Hardware phobia comes of lack of genuine childlike play with the equipment!
They only cost a few cents, explode a few of them, (wear your glasses until
you know when they might pop, and no, they don't hurt you). They just go
SNICK! and their little head comes off! Sometimes they bounce pieces off
the wall! They act like hitting a small acorn with a small hammer! But
after you have figured out that they are a very benign device, once you use
large enough resistances, then they are actually rather hard to blow up.
And what the hell, a few cents and a small puff of smoke and the resulting
smell will stand you in good stead when in future you sniff around on
boards for hot and blown up devices, which are often hard to spot! I sniff
through a straw sometimes all over the board!
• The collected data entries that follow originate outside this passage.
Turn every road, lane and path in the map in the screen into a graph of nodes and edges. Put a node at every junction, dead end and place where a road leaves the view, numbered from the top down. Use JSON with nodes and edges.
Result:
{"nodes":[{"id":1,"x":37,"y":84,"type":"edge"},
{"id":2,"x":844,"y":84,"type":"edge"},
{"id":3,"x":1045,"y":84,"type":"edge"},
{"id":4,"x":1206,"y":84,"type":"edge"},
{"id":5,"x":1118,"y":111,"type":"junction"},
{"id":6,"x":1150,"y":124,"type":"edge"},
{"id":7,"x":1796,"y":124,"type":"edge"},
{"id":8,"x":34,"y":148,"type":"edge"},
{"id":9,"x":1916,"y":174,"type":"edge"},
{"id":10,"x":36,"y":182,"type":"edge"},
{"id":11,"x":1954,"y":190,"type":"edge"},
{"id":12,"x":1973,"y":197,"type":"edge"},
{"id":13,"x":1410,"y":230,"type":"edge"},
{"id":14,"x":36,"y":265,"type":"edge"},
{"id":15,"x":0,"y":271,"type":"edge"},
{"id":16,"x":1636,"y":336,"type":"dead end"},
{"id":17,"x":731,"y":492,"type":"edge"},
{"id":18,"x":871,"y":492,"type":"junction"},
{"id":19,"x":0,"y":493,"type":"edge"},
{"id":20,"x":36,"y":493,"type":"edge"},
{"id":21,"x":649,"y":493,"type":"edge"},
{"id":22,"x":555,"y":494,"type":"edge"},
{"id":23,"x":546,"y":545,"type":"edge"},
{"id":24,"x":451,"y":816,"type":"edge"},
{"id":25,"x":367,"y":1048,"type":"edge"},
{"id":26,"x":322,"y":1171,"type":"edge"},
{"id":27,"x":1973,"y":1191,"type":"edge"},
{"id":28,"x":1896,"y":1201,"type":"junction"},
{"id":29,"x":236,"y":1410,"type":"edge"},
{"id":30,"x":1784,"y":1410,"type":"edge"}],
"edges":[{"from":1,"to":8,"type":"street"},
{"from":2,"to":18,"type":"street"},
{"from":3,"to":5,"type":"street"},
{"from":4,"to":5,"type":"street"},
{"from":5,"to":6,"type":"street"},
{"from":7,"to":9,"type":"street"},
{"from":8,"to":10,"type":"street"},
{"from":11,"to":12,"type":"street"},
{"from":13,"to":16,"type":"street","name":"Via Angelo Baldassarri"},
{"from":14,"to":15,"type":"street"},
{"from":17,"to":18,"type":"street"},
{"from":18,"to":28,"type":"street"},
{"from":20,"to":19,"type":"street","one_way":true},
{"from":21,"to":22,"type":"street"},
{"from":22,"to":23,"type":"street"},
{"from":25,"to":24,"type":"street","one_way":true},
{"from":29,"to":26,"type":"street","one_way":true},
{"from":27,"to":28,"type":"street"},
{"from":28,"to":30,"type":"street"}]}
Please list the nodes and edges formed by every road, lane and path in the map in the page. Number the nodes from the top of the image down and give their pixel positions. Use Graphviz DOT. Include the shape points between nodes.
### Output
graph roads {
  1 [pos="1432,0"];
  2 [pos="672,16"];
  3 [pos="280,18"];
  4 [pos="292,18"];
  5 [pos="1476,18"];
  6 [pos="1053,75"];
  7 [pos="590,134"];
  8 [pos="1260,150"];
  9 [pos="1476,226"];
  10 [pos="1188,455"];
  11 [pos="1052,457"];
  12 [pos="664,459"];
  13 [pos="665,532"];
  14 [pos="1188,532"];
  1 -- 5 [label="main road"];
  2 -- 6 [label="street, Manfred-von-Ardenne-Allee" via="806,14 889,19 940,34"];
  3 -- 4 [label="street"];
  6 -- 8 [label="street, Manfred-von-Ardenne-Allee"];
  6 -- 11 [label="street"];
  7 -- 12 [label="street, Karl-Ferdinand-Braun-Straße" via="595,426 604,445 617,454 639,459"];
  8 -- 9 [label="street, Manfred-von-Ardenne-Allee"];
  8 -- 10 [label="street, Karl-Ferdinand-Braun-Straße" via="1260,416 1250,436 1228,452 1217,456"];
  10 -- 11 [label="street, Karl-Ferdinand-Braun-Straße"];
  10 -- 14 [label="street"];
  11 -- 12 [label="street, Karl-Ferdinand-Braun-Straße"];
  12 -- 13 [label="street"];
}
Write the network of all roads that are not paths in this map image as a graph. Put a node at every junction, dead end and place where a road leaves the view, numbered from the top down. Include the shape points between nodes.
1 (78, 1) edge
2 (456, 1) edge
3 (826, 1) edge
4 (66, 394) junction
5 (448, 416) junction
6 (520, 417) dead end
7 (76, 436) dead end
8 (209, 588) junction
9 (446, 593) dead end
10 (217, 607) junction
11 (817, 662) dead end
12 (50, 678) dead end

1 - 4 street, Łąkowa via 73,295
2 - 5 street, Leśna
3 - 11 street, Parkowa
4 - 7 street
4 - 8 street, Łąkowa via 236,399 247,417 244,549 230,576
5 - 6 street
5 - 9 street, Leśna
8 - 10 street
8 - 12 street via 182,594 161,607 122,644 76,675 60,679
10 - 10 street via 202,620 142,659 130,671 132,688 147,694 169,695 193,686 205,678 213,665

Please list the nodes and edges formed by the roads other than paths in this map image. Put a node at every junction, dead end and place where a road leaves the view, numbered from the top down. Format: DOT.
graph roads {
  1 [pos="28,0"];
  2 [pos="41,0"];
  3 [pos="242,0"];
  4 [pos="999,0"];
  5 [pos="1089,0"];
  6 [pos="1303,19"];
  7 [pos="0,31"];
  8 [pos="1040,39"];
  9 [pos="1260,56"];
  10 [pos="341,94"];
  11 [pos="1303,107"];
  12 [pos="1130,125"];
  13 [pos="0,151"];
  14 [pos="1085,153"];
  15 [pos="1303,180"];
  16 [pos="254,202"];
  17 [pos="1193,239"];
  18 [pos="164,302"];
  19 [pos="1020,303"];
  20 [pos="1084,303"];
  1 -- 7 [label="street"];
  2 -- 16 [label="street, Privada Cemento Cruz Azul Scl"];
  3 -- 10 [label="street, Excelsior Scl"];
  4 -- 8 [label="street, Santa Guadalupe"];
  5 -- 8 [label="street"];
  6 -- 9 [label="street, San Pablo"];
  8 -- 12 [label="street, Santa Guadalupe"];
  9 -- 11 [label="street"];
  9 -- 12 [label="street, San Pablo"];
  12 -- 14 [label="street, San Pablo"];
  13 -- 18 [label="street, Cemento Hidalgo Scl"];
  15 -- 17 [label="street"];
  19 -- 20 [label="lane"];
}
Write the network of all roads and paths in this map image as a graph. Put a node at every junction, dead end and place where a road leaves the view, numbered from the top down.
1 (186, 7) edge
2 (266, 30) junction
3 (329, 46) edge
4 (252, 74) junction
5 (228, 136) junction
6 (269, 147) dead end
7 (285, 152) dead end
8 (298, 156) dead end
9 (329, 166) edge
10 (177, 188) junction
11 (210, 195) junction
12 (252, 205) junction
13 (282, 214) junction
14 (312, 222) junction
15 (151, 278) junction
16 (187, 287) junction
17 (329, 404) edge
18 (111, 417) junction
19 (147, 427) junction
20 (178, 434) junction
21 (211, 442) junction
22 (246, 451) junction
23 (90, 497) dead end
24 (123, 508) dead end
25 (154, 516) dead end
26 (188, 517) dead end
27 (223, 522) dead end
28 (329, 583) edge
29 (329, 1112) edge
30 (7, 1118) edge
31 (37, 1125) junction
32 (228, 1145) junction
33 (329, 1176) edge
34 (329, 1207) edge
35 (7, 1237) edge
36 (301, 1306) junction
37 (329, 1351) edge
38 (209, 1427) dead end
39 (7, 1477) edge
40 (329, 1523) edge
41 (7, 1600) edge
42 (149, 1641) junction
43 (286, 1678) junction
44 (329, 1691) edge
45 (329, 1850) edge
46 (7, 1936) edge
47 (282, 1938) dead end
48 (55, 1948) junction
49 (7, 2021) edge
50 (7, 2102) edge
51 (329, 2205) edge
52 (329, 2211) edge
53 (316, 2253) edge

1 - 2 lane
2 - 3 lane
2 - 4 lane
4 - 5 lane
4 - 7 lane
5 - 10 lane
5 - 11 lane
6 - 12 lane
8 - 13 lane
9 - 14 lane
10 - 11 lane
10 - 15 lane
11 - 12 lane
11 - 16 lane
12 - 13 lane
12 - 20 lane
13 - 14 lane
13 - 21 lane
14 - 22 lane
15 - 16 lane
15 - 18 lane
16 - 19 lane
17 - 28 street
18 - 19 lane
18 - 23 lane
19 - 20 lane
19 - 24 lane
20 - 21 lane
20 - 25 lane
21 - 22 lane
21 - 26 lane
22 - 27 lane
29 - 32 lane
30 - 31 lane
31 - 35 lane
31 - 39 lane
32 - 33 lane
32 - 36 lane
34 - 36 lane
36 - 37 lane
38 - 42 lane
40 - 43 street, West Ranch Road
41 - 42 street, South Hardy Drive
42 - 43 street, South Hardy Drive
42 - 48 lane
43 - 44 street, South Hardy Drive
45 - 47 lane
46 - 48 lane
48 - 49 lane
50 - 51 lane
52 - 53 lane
So! Time to read the book and
then go try something, and then read the book again. Don't be so afraid!
And if you want to drive a 120VAC motor with a computer signal, it's easy.
Look under big relays or solid state switches using thyristors: triac's and
SCR's. As for running a motor with relays, you sure can, but it's good to 
use a small transistor to run that thing's coil anyway, so might as well use
just a larger transistor! They're cheaper than relays and have no contacts
to burn out! Just learn to read the voltage and current maximums for them.